++++ Dataset

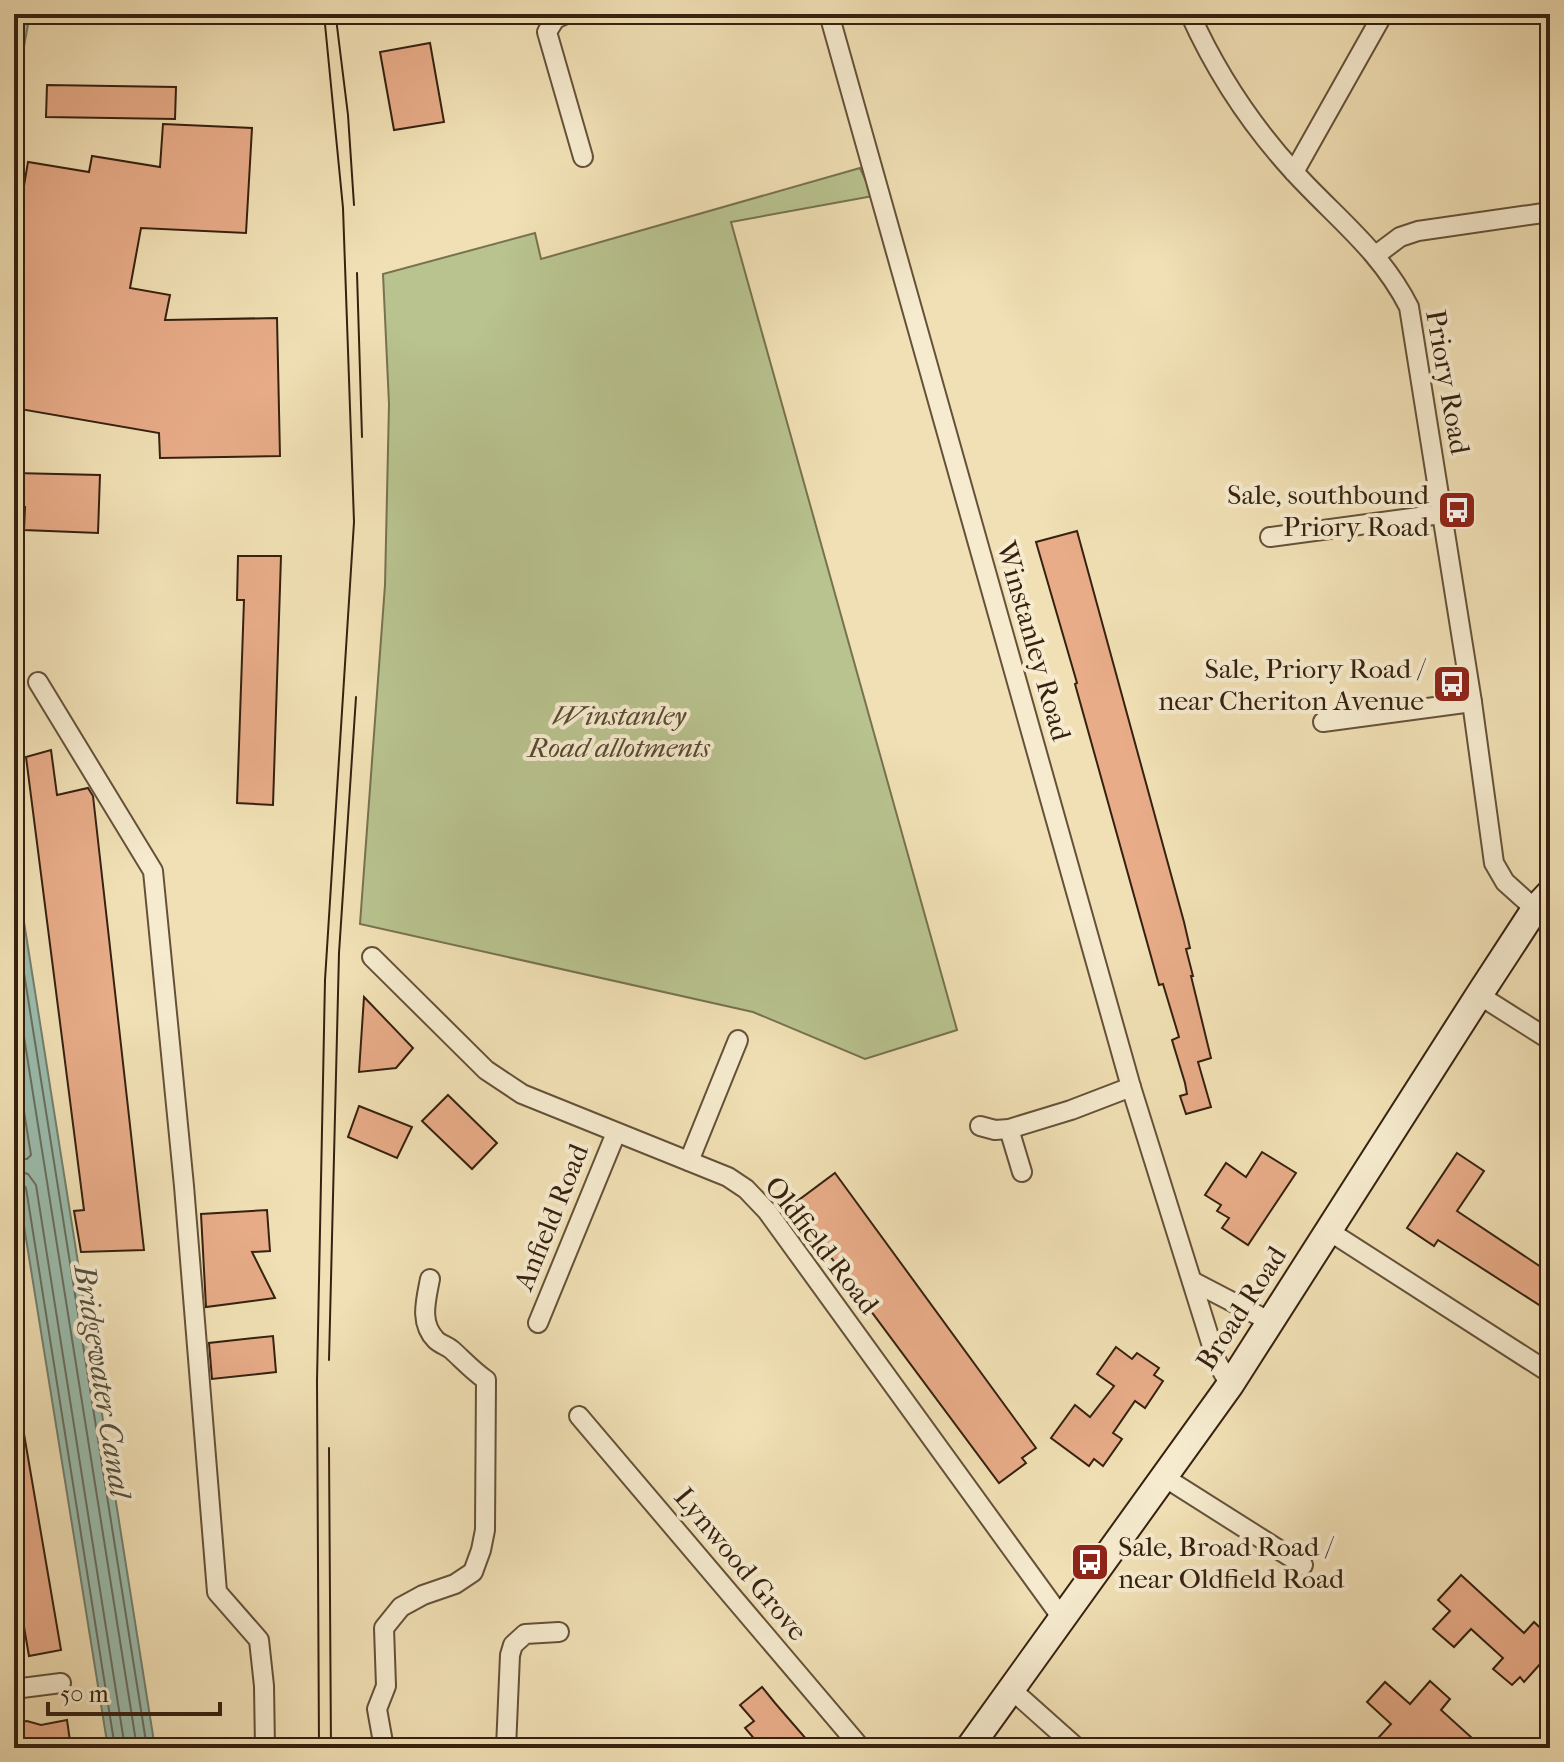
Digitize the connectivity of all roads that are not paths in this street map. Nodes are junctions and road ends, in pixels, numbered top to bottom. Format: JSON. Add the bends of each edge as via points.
{"nodes":[{"id":1,"x":566,"y":14,"type":"edge"},
{"id":2,"x":829,"y":14,"type":"edge"},
{"id":3,"x":1190,"y":14,"type":"edge"},
{"id":4,"x":1383,"y":14,"type":"edge"},
{"id":5,"x":583,"y":157,"type":"dead end"},
{"id":6,"x":1294,"y":172,"type":"junction"},
{"id":7,"x":1550,"y":212,"type":"edge"},
{"id":8,"x":1376,"y":255,"type":"junction"},
{"id":9,"x":1441,"y":514,"type":"junction"},
{"id":10,"x":1270,"y":537,"type":"dead end"},
{"id":11,"x":38,"y":682,"type":"dead end"},
{"id":12,"x":1472,"y":702,"type":"junction"},
{"id":13,"x":1323,"y":722,"type":"dead end"},
{"id":14,"x":1542,"y":901,"type":"edge"},
{"id":15,"x":372,"y":957,"type":"dead end"},
{"id":16,"x":1479,"y":995,"type":"junction"},
{"id":17,"x":738,"y":1040,"type":"dead end"},
{"id":18,"x":1550,"y":1040,"type":"edge"},
{"id":19,"x":1131,"y":1087,"type":"junction"},
{"id":20,"x":980,"y":1126,"type":"dead end"},
{"id":21,"x":1009,"y":1129,"type":"junction"},
{"id":22,"x":616,"y":1133,"type":"junction"},
{"id":23,"x":689,"y":1161,"type":"junction"},
{"id":24,"x":1022,"y":1172,"type":"dead end"},
{"id":25,"x":1329,"y":1231,"type":"junction"},
{"id":26,"x":430,"y":1279,"type":"dead end"},
{"id":27,"x":1192,"y":1281,"type":"junction"},
{"id":28,"x":1271,"y":1322,"type":"junction"},
{"id":29,"x":538,"y":1323,"type":"dead end"},
{"id":30,"x":1550,"y":1373,"type":"edge"},
{"id":31,"x":1230,"y":1385,"type":"junction"},
{"id":32,"x":579,"y":1416,"type":"dead end"},
{"id":33,"x":1164,"y":1477,"type":"junction"},
{"id":34,"x":1303,"y":1565,"type":"dead end"},
{"id":35,"x":1062,"y":1618,"type":"junction"},
{"id":36,"x":559,"y":1632,"type":"dead end"},
{"id":37,"x":61,"y":1683,"type":"dead end"},
{"id":38,"x":14,"y":1689,"type":"edge"},
{"id":39,"x":1012,"y":1690,"type":"junction"},
{"id":40,"x":265,"y":1748,"type":"edge"},
{"id":41,"x":384,"y":1748,"type":"edge"},
{"id":42,"x":506,"y":1748,"type":"edge"},
{"id":43,"x":861,"y":1748,"type":"edge"},
{"id":44,"x":969,"y":1748,"type":"edge"},
{"id":45,"x":1077,"y":1748,"type":"edge"}],
"edges":[{"from":1,"to":5,"type":"street","via":[[547,32]]},
{"from":2,"to":19,"type":"street","name":"Winstanley Road"},
{"from":3,"to":6,"type":"street","name":"Priory Road","via":[[1231,92]]},
{"from":4,"to":6,"type":"street"},
{"from":6,"to":8,"type":"street","name":"Priory Road"},
{"from":7,"to":8,"type":"street","via":[[1418,231]]},
{"from":8,"to":9,"type":"street","name":"Priory Road","via":[[1409,307]]},
{"from":9,"to":10,"type":"street"},
{"from":9,"to":12,"type":"street","name":"Priory Road"},
{"from":11,"to":40,"type":"street","via":[[153,871],[217,1592],[259,1640]]},
{"from":12,"to":13,"type":"street"},
{"from":12,"to":14,"type":"street","name":"Priory Road","via":[[1494,863],[1505,882]]},
{"from":14,"to":16,"type":"street","name":"Broad Road"},
{"from":15,"to":22,"type":"street","name":"Oldfield Road","via":[[486,1070],[522,1094]]},
{"from":16,"to":18,"type":"street"},
{"from":16,"to":25,"type":"street","name":"Broad Road"},
{"from":17,"to":23,"type":"street"},
{"from":19,"to":21,"type":"street"},
{"from":19,"to":27,"type":"street","name":"Winstanley Road"},
{"from":20,"to":21,"type":"street"},
{"from":21,"to":24,"type":"street"},
{"from":22,"to":23,"type":"street","name":"Oldfield Road"},
{"from":22,"to":29,"type":"street","name":"Anfield Road"},
{"from":23,"to":35,"type":"street","name":"Oldfield Road","via":[[728,1177],[767,1211]]},
{"from":25,"to":28,"type":"street","name":"Broad Road"},
{"from":25,"to":30,"type":"street"},
{"from":26,"to":41,"type":"street","via":[[424,1314],[430,1330],[486,1380],[485,1530],[473,1572],[401,1607],[384,1628],[386,1686],[377,1709]]},
{"from":27,"to":28,"type":"street"},
{"from":27,"to":31,"type":"street","name":"Winstanley Road","via":[[1217,1362]]},
{"from":28,"to":31,"type":"street","name":"Broad Road"},
{"from":31,"to":33,"type":"street","name":"Broad Road"},
{"from":32,"to":43,"type":"street","name":"Lynwood Grove"},
{"from":33,"to":34,"type":"street"},
{"from":33,"to":35,"type":"street","name":"Broad Road"},
{"from":35,"to":39,"type":"street","name":"Broad Road"},
{"from":36,"to":42,"type":"street","via":[[525,1634],[513,1645]]},
{"from":37,"to":38,"type":"street"},
{"from":39,"to":44,"type":"street","name":"Broad Road"},
{"from":39,"to":45,"type":"street"}]}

++++++++

Problem to work on →
Across the listing, count every line with "Broad" in it and give the number only.

Answer section →
8